Data to examine:
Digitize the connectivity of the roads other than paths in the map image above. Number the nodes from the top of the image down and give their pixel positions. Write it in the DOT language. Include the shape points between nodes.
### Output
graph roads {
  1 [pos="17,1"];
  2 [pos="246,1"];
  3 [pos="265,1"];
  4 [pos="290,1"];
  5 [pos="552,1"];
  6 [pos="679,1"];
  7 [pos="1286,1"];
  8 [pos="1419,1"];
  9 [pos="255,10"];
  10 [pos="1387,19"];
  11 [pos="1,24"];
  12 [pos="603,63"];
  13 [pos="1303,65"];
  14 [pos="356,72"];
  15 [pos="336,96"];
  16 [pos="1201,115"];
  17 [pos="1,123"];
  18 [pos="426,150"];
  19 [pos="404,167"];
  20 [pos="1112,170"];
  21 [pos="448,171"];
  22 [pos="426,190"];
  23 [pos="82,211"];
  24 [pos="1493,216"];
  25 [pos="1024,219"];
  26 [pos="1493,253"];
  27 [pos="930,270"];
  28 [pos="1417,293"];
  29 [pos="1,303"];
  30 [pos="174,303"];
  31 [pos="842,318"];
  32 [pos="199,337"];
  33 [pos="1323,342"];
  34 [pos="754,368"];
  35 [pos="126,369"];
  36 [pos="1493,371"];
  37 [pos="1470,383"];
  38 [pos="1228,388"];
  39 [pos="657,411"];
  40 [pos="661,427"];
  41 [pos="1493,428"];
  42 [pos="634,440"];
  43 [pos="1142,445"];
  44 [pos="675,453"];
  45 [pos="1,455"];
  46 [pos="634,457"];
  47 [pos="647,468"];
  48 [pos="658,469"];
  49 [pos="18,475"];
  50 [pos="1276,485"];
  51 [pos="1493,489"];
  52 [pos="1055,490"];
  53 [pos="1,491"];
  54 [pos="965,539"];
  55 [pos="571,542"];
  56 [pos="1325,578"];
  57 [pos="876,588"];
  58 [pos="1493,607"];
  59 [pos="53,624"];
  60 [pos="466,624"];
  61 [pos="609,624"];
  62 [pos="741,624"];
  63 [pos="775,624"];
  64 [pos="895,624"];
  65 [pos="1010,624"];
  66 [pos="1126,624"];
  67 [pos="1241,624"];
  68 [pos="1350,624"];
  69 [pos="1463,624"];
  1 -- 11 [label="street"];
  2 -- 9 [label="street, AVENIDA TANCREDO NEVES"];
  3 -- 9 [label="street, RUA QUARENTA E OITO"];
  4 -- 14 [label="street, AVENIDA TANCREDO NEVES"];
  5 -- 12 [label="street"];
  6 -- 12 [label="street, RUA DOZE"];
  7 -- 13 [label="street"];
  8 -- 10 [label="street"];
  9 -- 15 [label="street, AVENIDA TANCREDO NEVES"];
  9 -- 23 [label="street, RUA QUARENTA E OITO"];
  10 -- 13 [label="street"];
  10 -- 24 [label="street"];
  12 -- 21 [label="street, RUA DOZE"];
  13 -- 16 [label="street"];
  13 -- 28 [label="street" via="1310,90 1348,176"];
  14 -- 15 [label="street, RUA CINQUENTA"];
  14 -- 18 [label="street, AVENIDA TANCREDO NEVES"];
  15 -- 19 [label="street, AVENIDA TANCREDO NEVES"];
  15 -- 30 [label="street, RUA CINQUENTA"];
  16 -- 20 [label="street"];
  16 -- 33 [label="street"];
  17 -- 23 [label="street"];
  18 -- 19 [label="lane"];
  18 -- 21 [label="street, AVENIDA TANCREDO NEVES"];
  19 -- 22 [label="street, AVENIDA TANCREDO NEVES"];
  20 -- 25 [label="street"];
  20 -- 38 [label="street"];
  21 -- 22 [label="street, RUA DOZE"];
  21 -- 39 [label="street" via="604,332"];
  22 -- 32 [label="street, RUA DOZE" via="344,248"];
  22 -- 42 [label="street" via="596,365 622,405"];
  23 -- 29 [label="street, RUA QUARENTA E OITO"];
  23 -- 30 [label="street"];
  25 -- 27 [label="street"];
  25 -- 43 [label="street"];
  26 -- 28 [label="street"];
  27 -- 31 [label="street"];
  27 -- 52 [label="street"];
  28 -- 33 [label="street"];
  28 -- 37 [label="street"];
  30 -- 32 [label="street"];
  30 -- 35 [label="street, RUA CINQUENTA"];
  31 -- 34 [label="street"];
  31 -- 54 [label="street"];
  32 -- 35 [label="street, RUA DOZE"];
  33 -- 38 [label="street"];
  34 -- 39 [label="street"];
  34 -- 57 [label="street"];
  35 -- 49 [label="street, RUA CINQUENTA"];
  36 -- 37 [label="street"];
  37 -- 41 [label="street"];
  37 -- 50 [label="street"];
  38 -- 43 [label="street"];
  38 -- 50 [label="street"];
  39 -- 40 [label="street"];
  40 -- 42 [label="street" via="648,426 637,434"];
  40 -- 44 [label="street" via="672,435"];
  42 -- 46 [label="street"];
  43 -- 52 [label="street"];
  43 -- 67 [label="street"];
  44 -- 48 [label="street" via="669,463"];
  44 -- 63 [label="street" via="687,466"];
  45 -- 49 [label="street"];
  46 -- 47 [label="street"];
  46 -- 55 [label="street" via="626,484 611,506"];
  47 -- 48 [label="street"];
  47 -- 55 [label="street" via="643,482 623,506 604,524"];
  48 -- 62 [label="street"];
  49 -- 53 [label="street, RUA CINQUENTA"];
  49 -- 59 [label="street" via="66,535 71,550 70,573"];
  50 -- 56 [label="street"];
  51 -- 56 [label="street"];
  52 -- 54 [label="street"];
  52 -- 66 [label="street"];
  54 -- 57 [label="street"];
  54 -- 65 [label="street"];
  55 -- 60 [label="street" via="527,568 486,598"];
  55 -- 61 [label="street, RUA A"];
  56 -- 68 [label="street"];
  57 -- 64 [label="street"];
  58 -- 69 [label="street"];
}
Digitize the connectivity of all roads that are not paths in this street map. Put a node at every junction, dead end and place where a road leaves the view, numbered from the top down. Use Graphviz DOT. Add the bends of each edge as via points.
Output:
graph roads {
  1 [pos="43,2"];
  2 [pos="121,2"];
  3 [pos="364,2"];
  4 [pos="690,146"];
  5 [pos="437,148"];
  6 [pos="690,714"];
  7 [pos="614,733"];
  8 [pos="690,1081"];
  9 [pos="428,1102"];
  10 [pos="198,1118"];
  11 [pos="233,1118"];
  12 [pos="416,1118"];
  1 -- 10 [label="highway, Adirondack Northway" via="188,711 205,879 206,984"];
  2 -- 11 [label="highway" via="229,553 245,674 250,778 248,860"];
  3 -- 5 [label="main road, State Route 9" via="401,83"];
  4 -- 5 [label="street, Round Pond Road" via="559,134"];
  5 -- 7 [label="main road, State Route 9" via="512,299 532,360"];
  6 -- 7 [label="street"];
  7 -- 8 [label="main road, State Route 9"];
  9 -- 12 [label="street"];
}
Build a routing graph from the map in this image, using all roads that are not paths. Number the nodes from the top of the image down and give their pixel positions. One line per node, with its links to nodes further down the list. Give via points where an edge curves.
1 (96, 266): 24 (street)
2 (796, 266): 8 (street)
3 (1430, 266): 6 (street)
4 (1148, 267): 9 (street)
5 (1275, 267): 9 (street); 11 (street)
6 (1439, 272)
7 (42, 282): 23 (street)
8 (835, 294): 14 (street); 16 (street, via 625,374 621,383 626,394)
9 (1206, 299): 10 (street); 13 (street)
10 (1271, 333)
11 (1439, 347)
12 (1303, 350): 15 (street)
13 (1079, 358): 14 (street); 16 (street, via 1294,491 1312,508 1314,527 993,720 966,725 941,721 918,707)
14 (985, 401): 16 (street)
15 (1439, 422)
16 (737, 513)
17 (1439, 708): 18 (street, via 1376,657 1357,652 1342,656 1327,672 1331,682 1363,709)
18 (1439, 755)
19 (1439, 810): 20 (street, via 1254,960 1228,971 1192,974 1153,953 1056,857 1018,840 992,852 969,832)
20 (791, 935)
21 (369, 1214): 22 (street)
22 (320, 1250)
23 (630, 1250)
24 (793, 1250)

Try it: Please work out the number of lines in the listing that hold "where". Nothing besides the number is wanted.

Written solution: 2